Stored dataset items
= = = = = = =
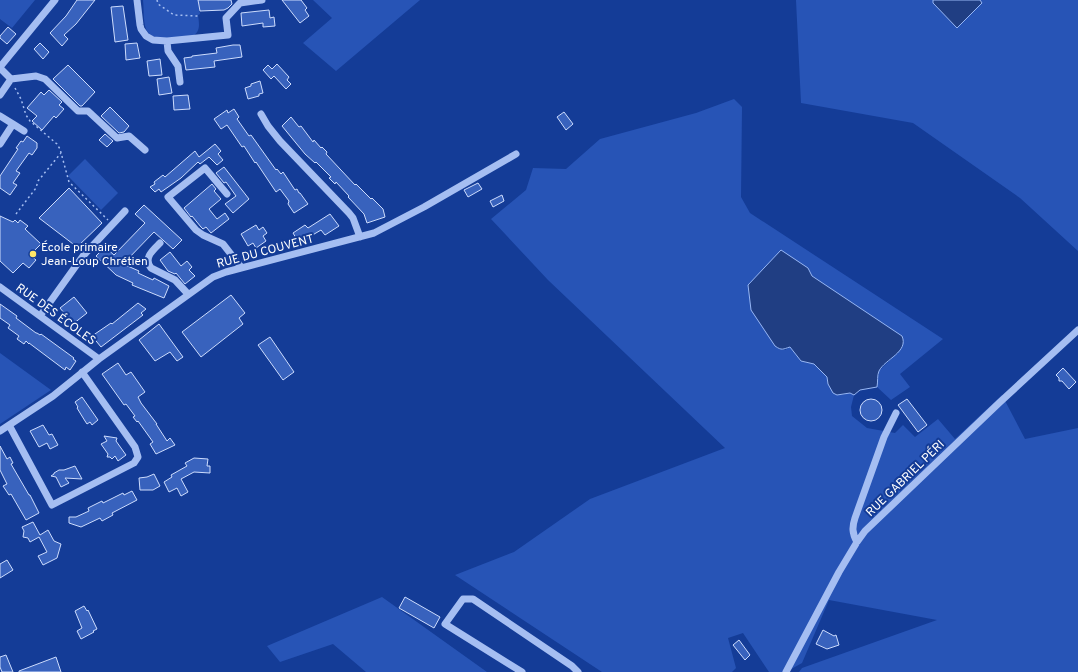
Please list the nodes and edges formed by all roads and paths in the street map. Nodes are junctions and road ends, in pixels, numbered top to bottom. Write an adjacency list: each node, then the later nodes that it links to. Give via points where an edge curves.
1 (55, 0): 7 (street)
2 (137, 0): 6 (street, via 143,33 153,40)
3 (157, 0): 5 (path, via 158,4 174,15)
4 (262, 0): 6 (street, via 240,3 226,18 228,35)
5 (198, 16)
6 (166, 41): 9 (street, via 168,51 178,66)
7 (0, 67): 8 (street)
8 (11, 79): 10 (street); 16 (street, via 36,76 45,79 78,111 88,111 117,138 129,136); 17 (path, via 30,121 57,144)
9 (180, 82)
10 (0, 95)
11 (262, 114): 23 (street, via 280,141 353,218)
12 (0, 116): 13 (street)
13 (13, 124): 14 (street); 15 (street)
14 (24, 131)
15 (0, 144)
16 (145, 150)
17 (61, 153): 21 (path); 22 (path, via 69,182)
18 (516, 154): 23 (street, RUE DU COUVENT, via 391,225)
19 (226, 194): 25 (street, via 205,168 168,197 196,230 222,244)
20 (125, 211): 22 (street)
21 (16, 214)
22 (112, 224): 28 (street, via 83,256)
23 (360, 237): 25 (street, RUE DU COUVENT)
24 (160, 243): 27 (street, via 149,254 149,265 175,280)
25 (241, 267): 27 (street, RUE DU COUVENT, via 213,277)
26 (0, 287): 28 (street, RUE DES ÉCOLES)
27 (188, 294): 30 (street, RUE DU COUVENT)
28 (40, 316): 30 (street, RUE DES ÉCOLES)
29 (1078, 330): 35 (street, RUE GABRIEL PÉRI, via 870,526)
30 (99, 359): 31 (street, RUE DU COUVENT)
31 (82, 372): 33 (street, RUE DU COUVENT, via 53,396); 33 (street, via 135,447 138,457 134,463 52,505)
32 (896, 414): 35 (street, via 884,437 852,526)
33 (9, 425): 34 (street, RUE DU COUVENT)
34 (0, 431)
35 (857, 542): 38 (street, RUE GABRIEL PÉRI)
36 (522, 672): 37 (street, via 445,624 463,599 473,599)
37 (578, 672)
38 (786, 672)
= = = = = = =
Find and copy each line above holding "GABRIEL".

[Your response]
29 (1078, 330): 35 (street, RUE GABRIEL PÉRI, via 870,526)
35 (857, 542): 38 (street, RUE GABRIEL PÉRI)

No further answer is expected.